Wie bei vielen KünstlerInnen setzt sich auch bei Miesenböck das Einkommen aus einer Mischung von Werkverkäufen, Kunstpreisen, Stipendien, Auftragsarbeiten und Vortragstätigkeiten zusammen. KünstlerInnen sind Selbstständige. Der damit verbundene Aufwand ist für Außenstehende kaum vorstellbar: Alles muss beantragt, beworben, versteuert und dokumentiert werden. Ein „ganz pragmatischer“ Brotjob in einem Büro, der ungefähr ein Viertel ihrer Arbeitszeit ausmacht, verschafft Gerlinde Miesenböck die nötige finanzielle Freiheit, in München leben und die Unbeständigkeit der selbstständigen Arbeit auffangen zu können. Die Fotografin sieht diese Abwechslung positiv: „Es ist ganz anders als in der Kunst, wo immer alles möglich und erlaubt sein kann. Da entscheide ich alles, bedenke gleichzeitig auch die Betrachterin, den Betrachter und wie das, was ich in meinen Bildern ausdrücke, auf sie wirkt. Bei der Arbeit im Büro gibt es klar ein Richtig oder Falsch, und damit ist es erledigt. Da gibt es keinen Interpretationsspielraum.“

In den Projekten „quelqu‘une“ und „autres“ wagt Gerlinde Miesenböck eine extreme künstlerische Annäherung an Menschen, indem sie die eindeutige Identifizierung komplett aufhebt.
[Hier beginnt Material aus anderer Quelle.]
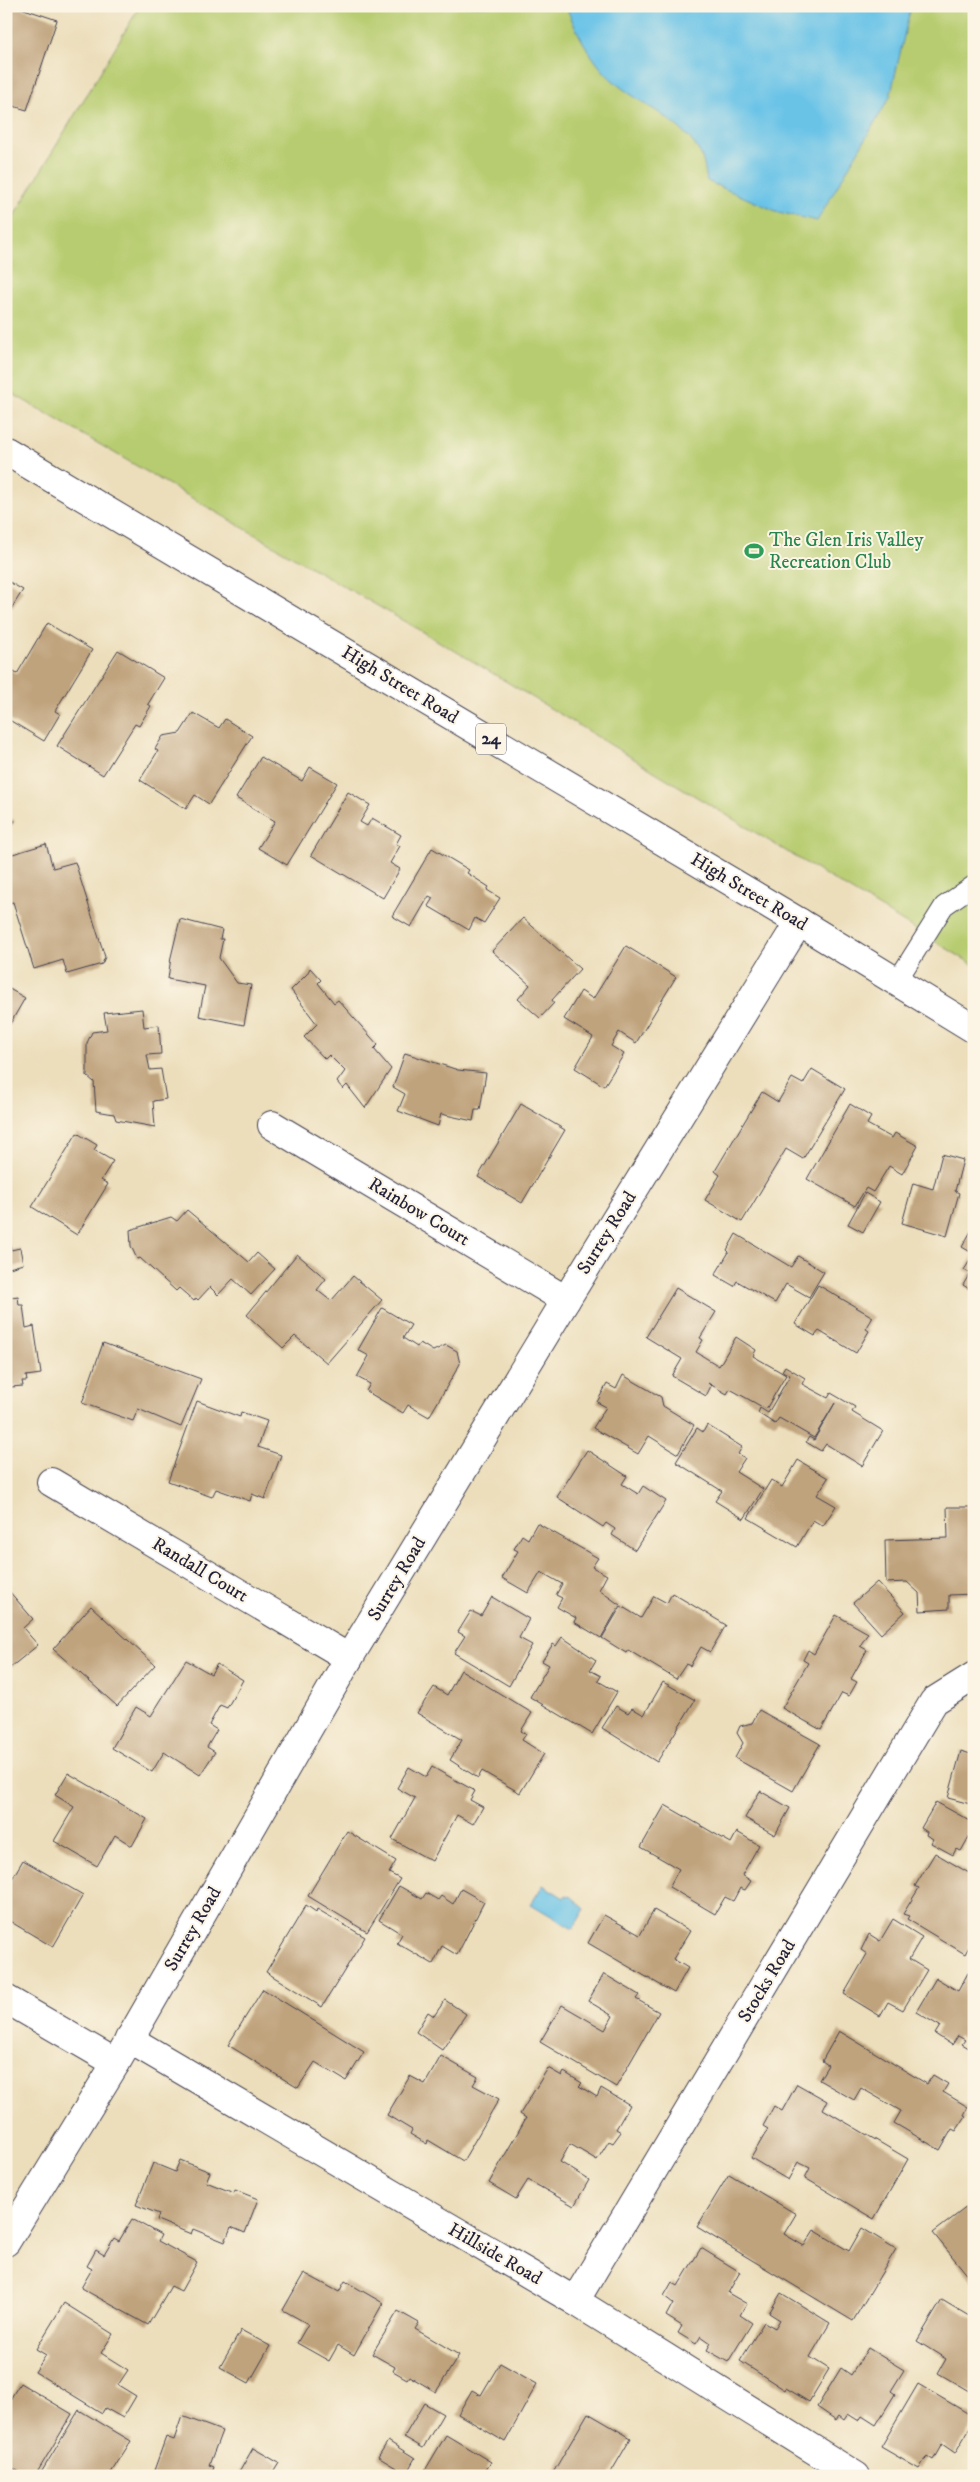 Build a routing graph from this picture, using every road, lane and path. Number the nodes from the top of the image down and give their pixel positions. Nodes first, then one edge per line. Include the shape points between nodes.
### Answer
1 (6, 451) edge
2 (974, 885) edge
3 (799, 922) junction
4 (897, 981) junction
5 (974, 1029) edge
6 (272, 1125) dead end
7 (566, 1300) junction
8 (51, 1482) dead end
9 (350, 1658) junction
10 (974, 1676) edge
11 (6, 1999) edge
12 (129, 2039) junction
13 (116, 2063) junction
14 (6, 2242) edge
15 (576, 2301) junction
16 (856, 2476) edge

1 - 3 street, High Street Road / 24
2 - 4 lane via 944,906
3 - 4 street, High Street Road / 24
3 - 7 street, Surrey Road
4 - 5 street, High Street Road / 24
6 - 7 street, Rainbow Court
7 - 9 street, Surrey Road
8 - 9 street, Randall Court
9 - 12 street, Surrey Road
10 - 15 street, Stocks Road via 934,1701
11 - 13 street
12 - 13 street, Surrey Road
12 - 15 street, Hillside Road
13 - 14 street, Surrey Road
15 - 16 street, Hillside Road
Die Gesichter der Abgebildeten werden mithilfe einer Bildbearbeitungssoftware verdeckt und unsichtbar gemacht. „Für ‚autres‘ bitte ich verschiedene Menschen jedes Alters und jedes Geschlechts ins Studio. Durch das Eliminieren der Gesichter, die durch die Omnipräsenz in sozialen Medien sonst so wichtig für unsere Selbstrepräsentation sind, wird der Fokus stärker auf den Rest gelenkt: auf die Kleidung als Repräsentationsmittel für Werte, Status, Rolle und Gender. Diese Porträts wirken durch die Verschmelzungen von Pose, Kleidung und Hintergrund surreal und verstörend.“ Und das ist der Sinn der Sache: Kunst soll verstören, aufrütteln und Fragen aufwerfen.
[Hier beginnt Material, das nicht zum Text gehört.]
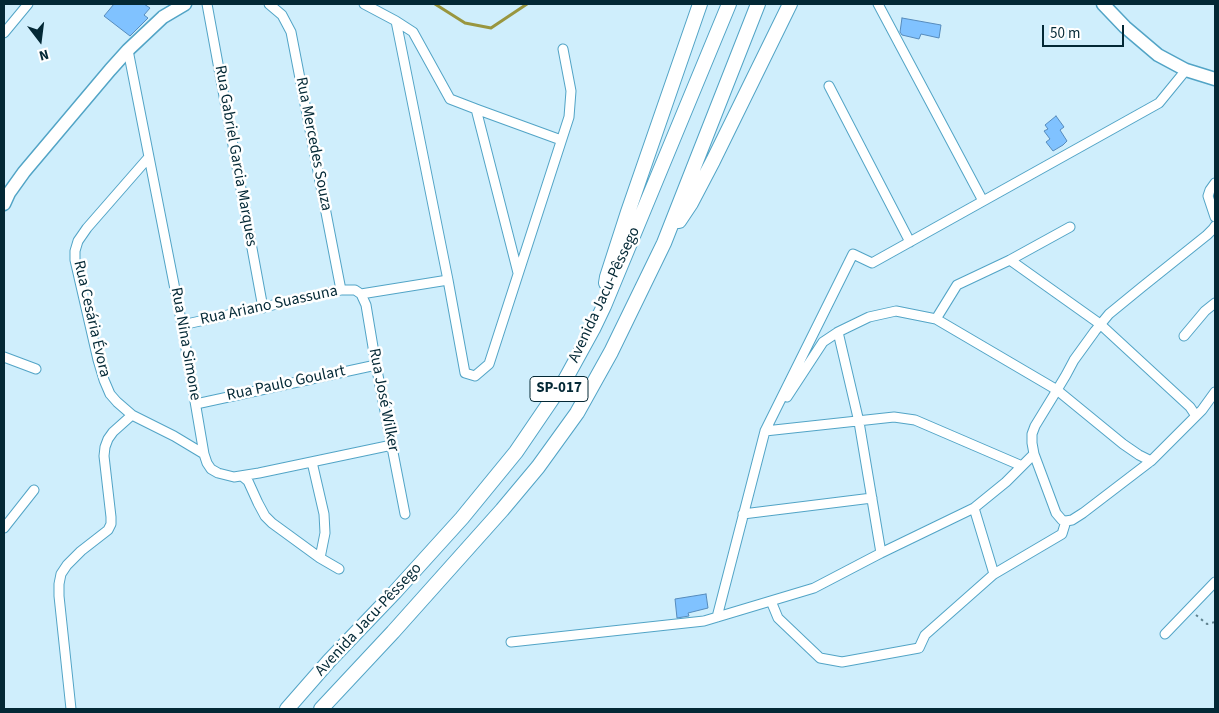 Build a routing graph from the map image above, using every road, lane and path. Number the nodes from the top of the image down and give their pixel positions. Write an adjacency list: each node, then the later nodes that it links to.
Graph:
1 (28, 4): 13 (street)
2 (185, 4): 15 (main road)
3 (207, 4): 37 (street, Rua Gabriel Garcia Marques)
4 (269, 4): 33 (street, Rua Mercedes Souza)
5 (364, 4): 12 (street)
6 (700, 4): 36 (highway)
7 (729, 4): 36 (highway, Avenida Jacu-Pêssego / SP-017)
8 (758, 4): 29 (highway, Avenida Jacu-Pêssego / SP-017)
9 (790, 4): 29 (highway)
10 (878, 4): 23 (street)
11 (1103, 4): 16 (main road)
12 (396, 21): 19 (street); 32 (street)
13 (4, 33)
14 (562, 49): 20 (street)
15 (128, 50): 21 (street, Rua Nina Simone); 24 (main road)
16 (1186, 70): 17 (main road); 23 (street)
17 (1215, 78)
18 (829, 86): 28 (street)
19 (476, 109): 20 (street); 31 (street)
20 (561, 140): 31 (street)
21 (149, 157): 40 (street, Rua Nina Simone); 49 (street, Rua Cesária Évora)
22 (1215, 182): 25 (street)
23 (983, 201): 28 (street)
24 (4, 204)
25 (1215, 217)
26 (1215, 226): 39 (street)
27 (1070, 227): 30 (street)
28 (910, 242): 52 (street)
29 (664, 243): 80 (highway, Avenida Jacu-Pêssego / SP-017)
30 (1010, 260): 38 (street); 39 (street)
31 (518, 273): 32 (street)
32 (448, 280): 34 (street, Rua Ariano Suassuna)
33 (342, 290): 34 (street, Rua Ariano Suassuna); 37 (street, Rua Ariano Suassuna)
34 (358, 292): 44 (street, Rua José Wilker)
35 (1215, 302): 42 (street)
36 (604, 306): 79 (highway, Avenida Jacu-Pêssego / SP-017)
37 (263, 308): 40 (street, Rua Ariano Suassuna)
38 (936, 318): 41 (street); 46 (street)
39 (1100, 324): 46 (street); 50 (street)
40 (182, 325): 48 (street, Rua Nina Simone)
41 (838, 332): 51 (street); 52 (street)
42 (1184, 336)
43 (4, 357): 45 (street)
44 (376, 365): 48 (street, Rua Paulo Goulart); 53 (street, Rua José Wilker)
45 (36, 368)
46 (1057, 390): 55 (street); 56 (street)
47 (1215, 392): 50 (street)
48 (196, 404): 54 (street, Rua Nina Simone)
49 (132, 415): 54 (street, Rua Cesária Évora); 78 (street)
50 (1196, 416): 56 (street)
51 (859, 422): 52 (street); 58 (street); 61 (street)
52 (765, 432): 64 (street)
53 (392, 445): 57 (street); 63 (street, Rua José Wilker)
54 (204, 454): 59 (street, Rua Nina Simone)
55 (1034, 454): 58 (street); 65 (street)
56 (1151, 461): 65 (street)
57 (312, 462): 59 (street); 68 (street)
58 (1022, 466): 62 (street)
59 (242, 476): 68 (street)
60 (34, 490): 66 (street)
61 (872, 498): 64 (street); 67 (street)
62 (974, 508): 67 (street); 70 (street)
63 (405, 514)
64 (743, 514): 74 (street)
65 (1066, 522): 70 (street)
66 (4, 528)
67 (881, 553): 72 (street)
68 (320, 558): 69 (street)
69 (339, 568)
70 (994, 574): 72 (street)
71 (1215, 582): 73 (street)
72 (771, 601): 74 (street)
73 (1190, 610): 75 (path); 76 (street)
74 (717, 617): 77 (street)
75 (1215, 622)
76 (1165, 634)
77 (511, 642)
78 (71, 709)
79 (287, 709)
80 (321, 709)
Gerlinde Miesenböck beherrscht auch die dokumentarische Fotografie. Im Text zum Projekt „Land_sterben“ heißt es: „In Folge der ökonomischen und gesellschaftlichen Veränderungen sehen sich viele Landwirte gezwungen, ihren Beruf aufzugeben, ein Phänomen mit dem Namen ‚Bauern-Sterben‘.“ Immer wieder bildet sie das bäuerliche Leben und die verbliebene ländliche Kultur im Mühlviertel ab und arbeitet damit auch gegen die Romantisierung von Tradition und Kultur auf dem Land.
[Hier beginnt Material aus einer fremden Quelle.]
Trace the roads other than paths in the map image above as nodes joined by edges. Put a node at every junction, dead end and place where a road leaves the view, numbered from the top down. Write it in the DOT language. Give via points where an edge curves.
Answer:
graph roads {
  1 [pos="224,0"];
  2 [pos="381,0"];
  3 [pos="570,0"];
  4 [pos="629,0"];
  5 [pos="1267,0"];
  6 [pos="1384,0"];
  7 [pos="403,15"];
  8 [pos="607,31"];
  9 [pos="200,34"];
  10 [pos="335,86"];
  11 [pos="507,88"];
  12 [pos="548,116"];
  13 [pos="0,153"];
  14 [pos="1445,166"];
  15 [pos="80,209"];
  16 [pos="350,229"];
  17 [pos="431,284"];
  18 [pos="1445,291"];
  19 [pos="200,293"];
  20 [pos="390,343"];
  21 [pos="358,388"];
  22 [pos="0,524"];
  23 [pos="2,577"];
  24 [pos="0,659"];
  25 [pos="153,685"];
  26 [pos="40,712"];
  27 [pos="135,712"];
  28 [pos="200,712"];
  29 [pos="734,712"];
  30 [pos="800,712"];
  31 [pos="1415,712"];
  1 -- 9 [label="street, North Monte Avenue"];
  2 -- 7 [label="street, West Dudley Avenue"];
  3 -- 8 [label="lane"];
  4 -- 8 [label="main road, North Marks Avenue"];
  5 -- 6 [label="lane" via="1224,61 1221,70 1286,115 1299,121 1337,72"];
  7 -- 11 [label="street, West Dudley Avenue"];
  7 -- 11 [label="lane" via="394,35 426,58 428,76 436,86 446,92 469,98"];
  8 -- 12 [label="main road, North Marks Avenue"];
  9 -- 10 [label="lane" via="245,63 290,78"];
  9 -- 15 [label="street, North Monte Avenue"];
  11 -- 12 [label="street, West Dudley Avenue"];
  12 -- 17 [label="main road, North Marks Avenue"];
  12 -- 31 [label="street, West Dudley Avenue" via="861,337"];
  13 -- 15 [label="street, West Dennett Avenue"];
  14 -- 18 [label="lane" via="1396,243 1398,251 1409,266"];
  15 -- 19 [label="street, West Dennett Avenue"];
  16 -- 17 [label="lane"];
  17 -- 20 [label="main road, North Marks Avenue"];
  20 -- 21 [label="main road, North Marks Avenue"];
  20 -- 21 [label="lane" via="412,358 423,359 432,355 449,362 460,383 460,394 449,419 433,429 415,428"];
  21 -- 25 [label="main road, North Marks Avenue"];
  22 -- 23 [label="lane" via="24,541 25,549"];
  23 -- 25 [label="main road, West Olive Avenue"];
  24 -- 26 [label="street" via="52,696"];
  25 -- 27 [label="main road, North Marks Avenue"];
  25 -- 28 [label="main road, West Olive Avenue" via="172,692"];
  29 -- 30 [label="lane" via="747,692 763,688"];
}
Historische Aufnahmen als Teil der Kompositionen in der Bilderserie „Das Erbe“ bilden Zeitfenster in die Vergangenheit, in denen sich das Individuum in der ländlichen Gemeinschaft spiegelt. Auch Miesenböck selbst stammt aus dieser Welt. Die Sehnsucht nach dem „Fremden“ führt sie aber zweifellos auch stets an andere Pole der Fotokunst.